The one sticking point was the story arc for Jo. Louisa did not realize what she had let herself in for by setting up Jo and Laurie as an inseparable pair in the first book. Her readers (and her publisher) expected them to walk down the aisle in the second. “Girls write to ask who the little women marry”, she complained, “as if that were the only aim and end of a woman’s life. I won’t marry Jo to Laurie to please anyone” Louisa wanted Jo, like herself, to end up a successful but single writer, this was true to the character and to the message she was trying to send to young women, of possibilities beyond matrimony. In the end though, caving to commercial pressure, she did have Jo marry, but unable to resist, she played her own little trick to subvert expectations.
The book was an instant and massive success. It was deemed to be an early work of ‘domestic realism’ in the canon of American literature and earned her legions of readers and devoted fans. Louisa became America’s biggest literary celebrity.

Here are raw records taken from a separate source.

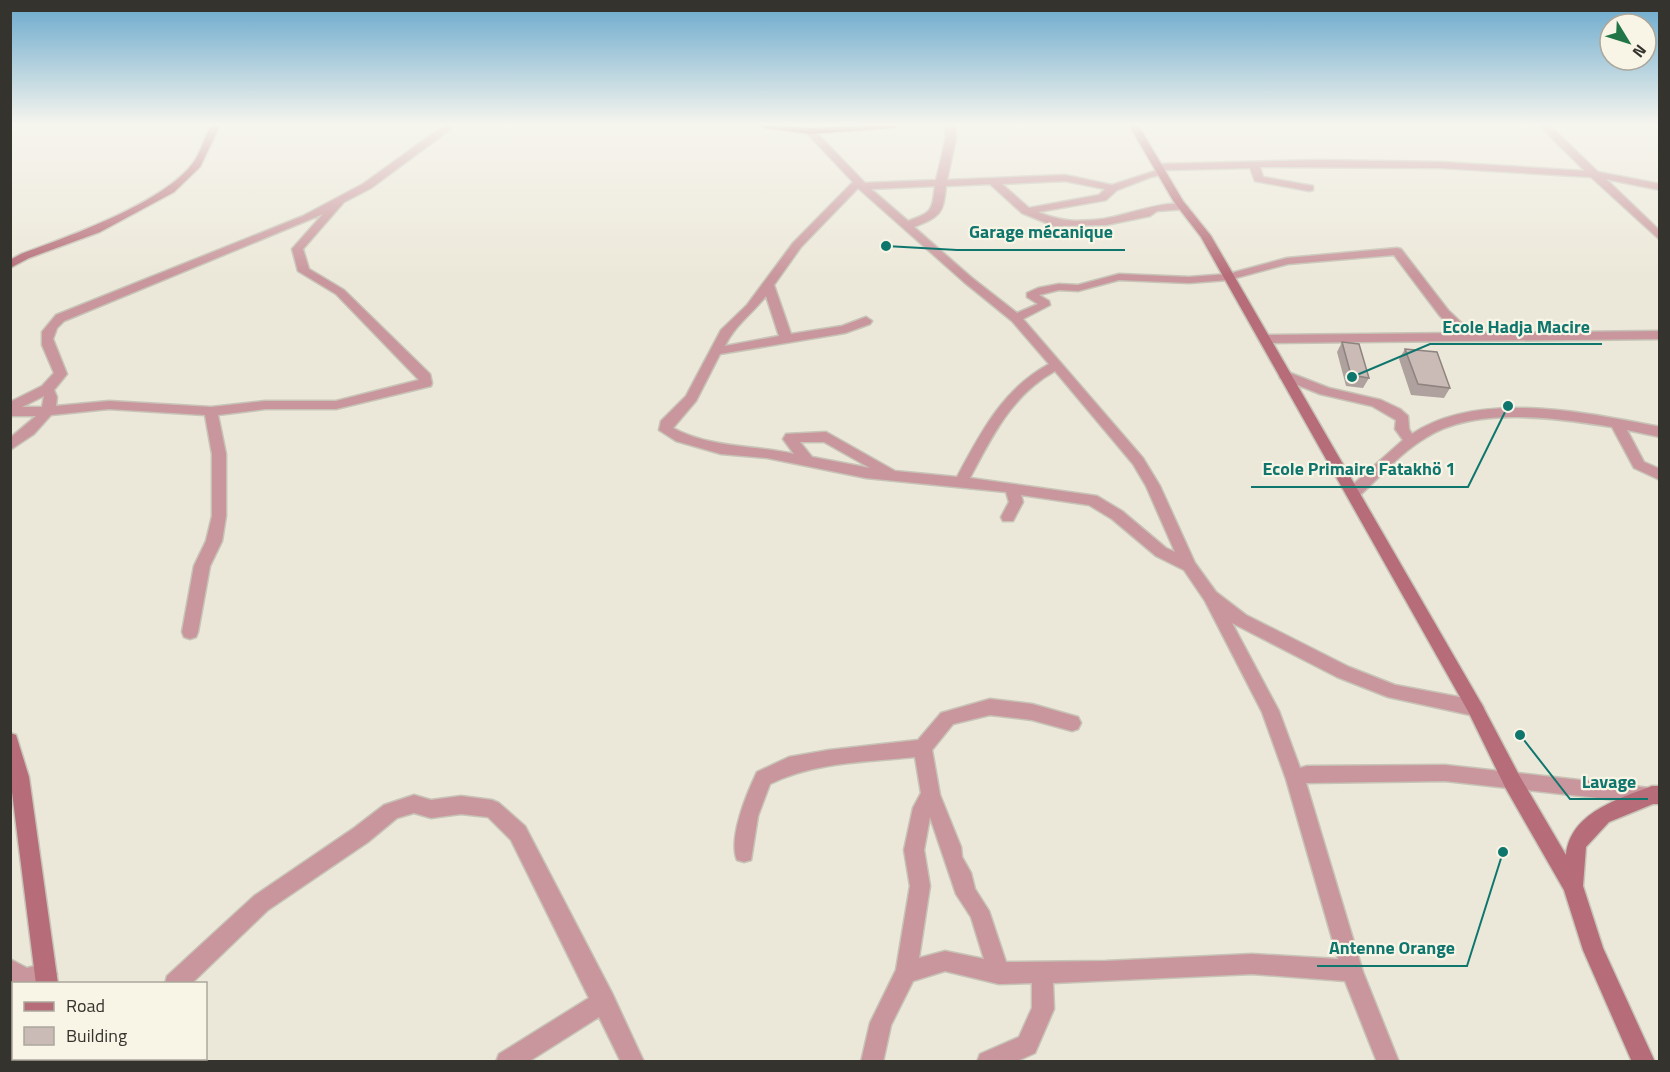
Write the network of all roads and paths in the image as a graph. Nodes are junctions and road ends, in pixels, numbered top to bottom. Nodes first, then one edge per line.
1 (186, 175) edge
2 (384, 175) edge
3 (852, 175) edge
4 (943, 175) edge
5 (1146, 175) edge
6 (1164, 175) edge
7 (1257, 175) edge
8 (1594, 175) edge
9 (1598, 175) edge
10 (941, 182) junction
11 (994, 182) junction
12 (860, 184) junction
13 (1659, 187) edge
14 (1113, 188) junction
15 (1309, 188) dead end
16 (340, 201) junction
17 (1183, 207) junction
18 (1026, 211) junction
19 (906, 226) junction
20 (1659, 237) edge
21 (10, 265) edge
22 (1228, 277) junction
23 (768, 285) junction
24 (1016, 318) junction
25 (866, 321) dead end
26 (1659, 335) edge
27 (1468, 336) junction
28 (786, 339) junction
29 (1265, 339) junction
30 (715, 351) junction
31 (1056, 365) junction
32 (1285, 375) junction
33 (47, 389) junction
34 (10, 410) edge
35 (45, 411) junction
36 (211, 411) junction
37 (1616, 423) junction
38 (1659, 432) edge
39 (1411, 442) junction
40 (10, 445) edge
41 (808, 463) junction
42 (1659, 475) edge
43 (894, 476) junction
44 (960, 484) junction
45 (1012, 489) junction
46 (1353, 493) junction
47 (1008, 518) dead end
48 (1190, 566) junction
49 (1210, 596) junction
50 (190, 632) dead end
51 (1475, 708) junction
52 (1072, 723) dead end
53 (10, 741) edge
54 (923, 748) junction
55 (1295, 779) junction
56 (1512, 781) junction
57 (16, 795) edge
58 (932, 795) junction
59 (1656, 795) edge
60 (744, 853) dead end
61 (1573, 886) junction
62 (10, 969) edge
63 (906, 972) junction
64 (1352, 972) junction
65 (999, 973) junction
66 (1042, 973) junction
67 (47, 979) edge
68 (178, 982) edge
69 (604, 1001) junction
70 (507, 1062) edge
71 (633, 1062) edge
72 (872, 1062) edge
73 (988, 1062) edge
74 (1388, 1062) edge
75 (1644, 1062) edge

1 - 21 street
2 - 16 street
3 - 12 street
4 - 10 street
5 - 14 street
6 - 17 street
7 - 15 street
8 - 20 street
9 - 13 street
10 - 11 street
10 - 12 street
10 - 19 street
11 - 14 street
11 - 18 street
12 - 19 street
12 - 23 street
14 - 18 street
16 - 33 street
16 - 36 street
17 - 18 street
17 - 22 street
19 - 24 street
22 - 24 street
22 - 27 street
22 - 29 street
23 - 28 street
23 - 30 street
24 - 31 street
25 - 28 street
26 - 27 street
27 - 29 street
28 - 30 street
29 - 32 street
30 - 41 street
31 - 44 street
31 - 48 street
32 - 39 street
32 - 46 street
33 - 34 street
33 - 35 street
34 - 35 street
35 - 36 street
35 - 40 street
36 - 50 street
37 - 38 street
37 - 39 street
37 - 42 street
39 - 46 street
41 - 43 street
41 - 43 street
43 - 44 street
44 - 45 street
45 - 47 street
45 - 48 street
46 - 51 street
48 - 49 street
49 - 51 street
49 - 55 street
51 - 56 street
52 - 54 street
53 - 57 street
54 - 58 street
54 - 60 street
55 - 56 street
55 - 64 street
56 - 59 street
56 - 61 street
57 - 67 street
58 - 63 street
58 - 65 street
59 - 61 street
61 - 75 street
62 - 67 street
63 - 65 street
63 - 72 street
64 - 66 street
64 - 74 street
65 - 66 street
66 - 73 street
68 - 69 street
69 - 70 street
69 - 71 street

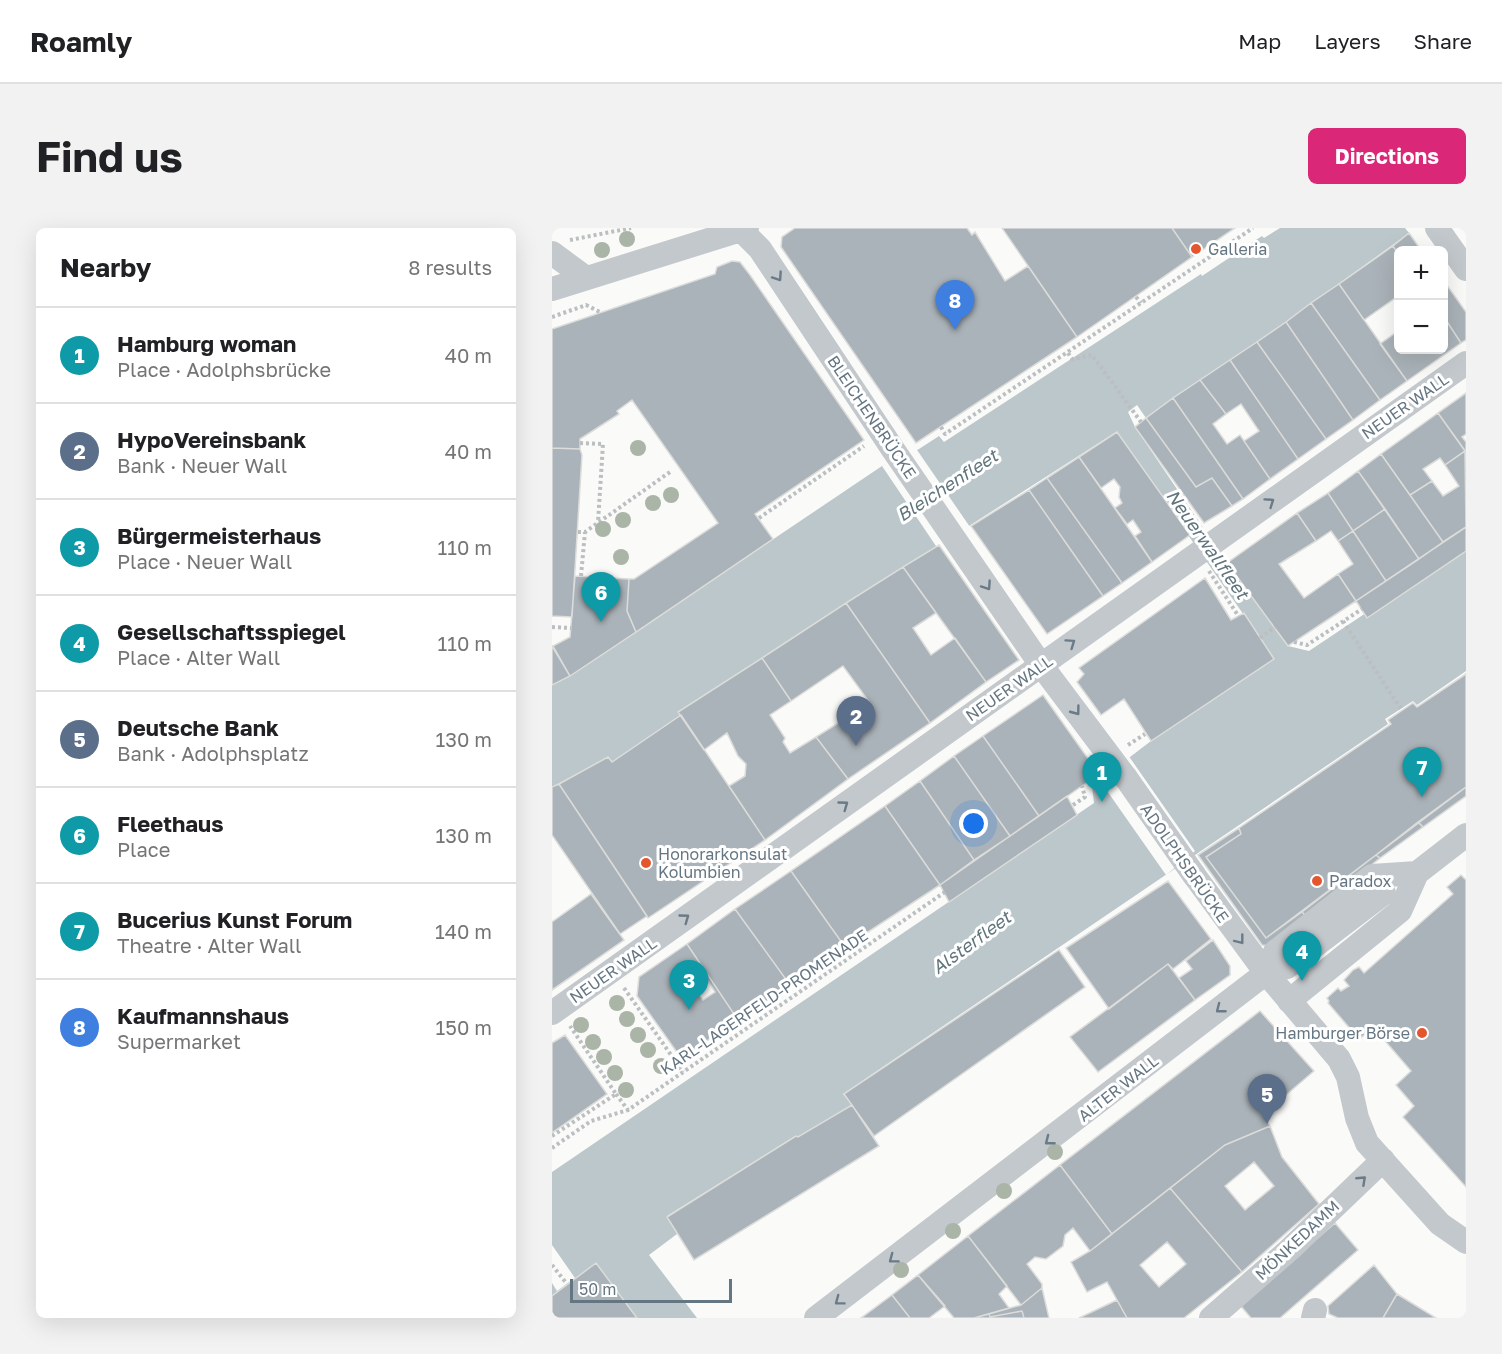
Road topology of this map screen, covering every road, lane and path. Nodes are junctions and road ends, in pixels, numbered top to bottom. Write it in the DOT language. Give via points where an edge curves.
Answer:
graph roads {
  1 [pos="631,228"];
  2 [pos="1253,228"];
  3 [pos="1437,228"];
  4 [pos="743,229"];
  5 [pos="558,247"];
  6 [pos="1466,269"];
  7 [pos="586,278"];
  8 [pos="552,289"];
  9 [pos="1136,297"];
  10 [pos="1141,303"];
  11 [pos="602,313"];
  12 [pos="552,317"];
  13 [pos="1068,353"];
  14 [pos="1466,363"];
  15 [pos="1141,422"];
  16 [pos="941,427"];
  17 [pos="580,443"];
  18 [pos="857,452"];
  19 [pos="670,472"];
  20 [pos="759,518"];
  21 [pos="598,523"];
  22 [pos="578,532"];
  23 [pos="585,532"];
  24 [pos="1197,553"];
  25 [pos="581,576"];
  26 [pos="1362,609"];
  27 [pos="1239,617"];
  28 [pos="1343,621"];
  29 [pos="552,627"];
  30 [pos="1275,627"];
  31 [pos="571,628"];
  32 [pos="1260,638"];
  33 [pos="1294,642"];
  34 [pos="1041,665"];
  35 [pos="1401,709"];
  36 [pos="1082,786"];
  37 [pos="1073,805"];
  38 [pos="1466,835"];
  39 [pos="1417,873"];
  40 [pos="945,892"];
  41 [pos="1384,893"];
  42 [pos="612,971"];
  43 [pos="1266,974"];
  44 [pos="1289,1001"];
  45 [pos="555,1011"];
  46 [pos="683,1072"];
  47 [pos="616,1094"];
  48 [pos="628,1110"];
  49 [pos="552,1136"];
  50 [pos="552,1148"];
  51 [pos="1383,1160"];
  52 [pos="1466,1242"];
  53 [pos="552,1265"];
  54 [pos="567,1284"];
  55 [pos="816,1318"];
  56 [pos="1211,1318"];
  1 -- 5 [label="path"];
  2 -- 10 [label="path"];
  3 -- 6 [label="street"];
  4 -- 7 [label="street"];
  4 -- 34 [label="street, BLEICHENBRÜCKE, one-way"];
  5 -- 7 [label="street"];
  7 -- 8 [label="street"];
  9 -- 10 [label="path"];
  10 -- 13 [label="path"];
  11 -- 12 [label="path" via="586,305"];
  13 -- 15 [label="path" via="1072,359 1092,355"];
  13 -- 16 [label="path" via="945,434"];
  24 -- 14 [label="street, NEUER WALL, one-way"];
  17 -- 21 [label="path" via="603,444"];
  18 -- 20 [label="path"];
  19 -- 21 [label="path"];
  21 -- 23 [label="path"];
  22 -- 23 [label="path"];
  23 -- 25 [label="path"];
  24 -- 27 [label="path"];
  34 -- 24 [label="street, NEUER WALL, one-way"];
  26 -- 28 [label="path"];
  28 -- 33 [label="path" via="1307,645"];
  28 -- 35 [label="path, bridge"];
  29 -- 31 [label="path"];
  30 -- 32 [label="path"];
  42 -- 34 [label="street, NEUER WALL, one-way"];
  34 -- 43 [label="street, ADOLPHSBRÜCKE, one-way, bridge"];
  36 -- 37 [label="path" via="1085,797"];
  38 -- 39 [label="street"];
  39 -- 43 [label="street, ALTER WALL" via="1372,876 1275,952"];
  39 -- 44 [label="street" via="1400,911"];
  40 -- 46 [label="path, KARL-LAGERFELD-PROMENADE"];
  41 -- 43 [label="street" via="1287,967"];
  42 -- 45 [label="street, NEUER WALL"];
  42 -- 46 [label="path"];
  43 -- 44 [label="street, ADOLPHSBRÜCKE"];
  43 -- 55 [label="street, ALTER WALL, one-way"];
  44 -- 51 [label="street, ADOLPHSBRÜCKE" via="1339,1059 1348,1077 1359,1126 1367,1143"];
  45 -- 47 [label="path"];
  46 -- 48 [label="path, KARL-LAGERFELD-PROMENADE"];
  47 -- 48 [label="path"];
  47 -- 49 [label="path"];
  48 -- 50 [label="path, KARL-LAGERFELD-PROMENADE" via="591,1121"];
  51 -- 52 [label="street, ADOLPHSBRÜCKE" via="1440,1224"];
  56 -- 51 [label="street, MÖNKEDAMM, one-way"];
  53 -- 54 [label="path"];
}
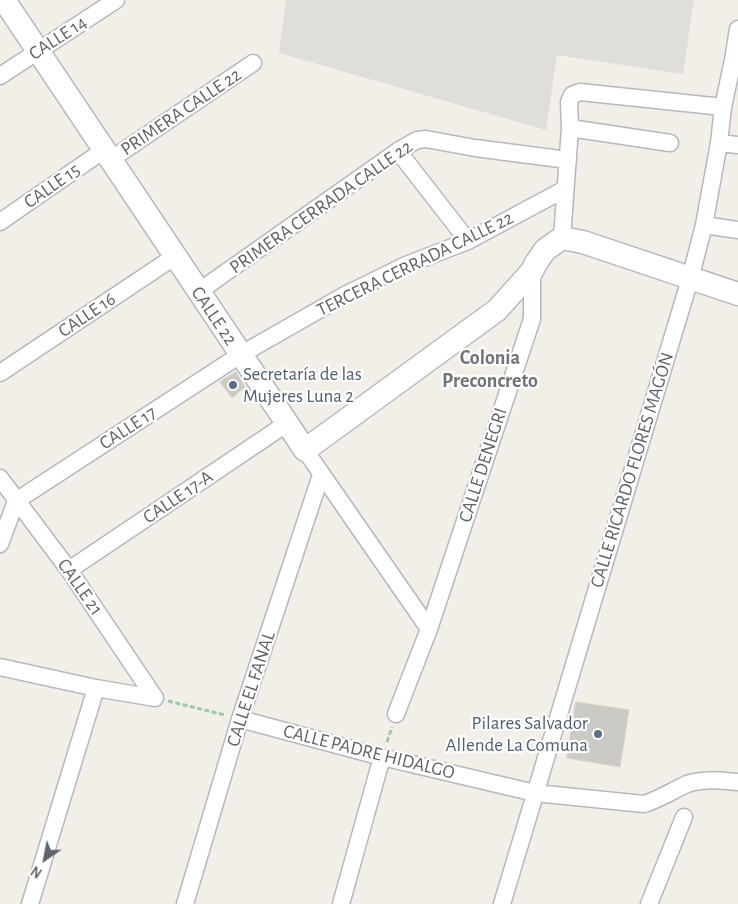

Advised by her agent, she retained the copyright to her work, an unusual choice at the time and the smartest decision she ever made. From continuing royalties, she achieved two of her three goals – she was rich, and she was famous. The money was useful, to her and her family. It meant a more comfortable life, especially for her ageing parents. She did not care much for fame and was more annoyed than flattered by all the literary pilgrims who trooped to Orchard House (their home in Concord), hoping to catch a glimpse of the author, of “Jo” or any of the other “Marches”. As to happiness, this proved more elusive. Her life was so defined by toil and by her duty to her family that by the time she had enough money, she didn’t have the health to enjoy it. She had chronic issues that could not be clearly diagnosed (recently, medical experts have said, based on research, that it is likely that she suffered from Lupus, an auto immune disease).
After the success of Little Women, she continued to write at a brisk pace; two more books in the Little Women canon followed – Little Men and Jo’s Boys. Everything she wrote after Little Women sold exceedingly well.
Louisa had a final bout of illness and died on March 6, 1888, aged 56. She was unaware that her father had died two days before. There was no one by her side.
“Read Charlotte Brontë’s life. A very interesting, but sad one. So full of talent; and after working long, just as success, love, and happiness come, she dies. Wonder if I shall ever be famous for people to care to read my story and struggles. I can’t be a C.B., but I may do a little something yet.” (From Louisa Alcott's journal, entry dated June 1857)
The primary source for this post is a wonderful biography of Louisa Alcott, by Harriet Reisen (Louisa May Alcott: The Woman Behind Little Women), that I read a few years ago. It was an honest and sympathetic account of Louisa Alcott’s life; an enlightening read.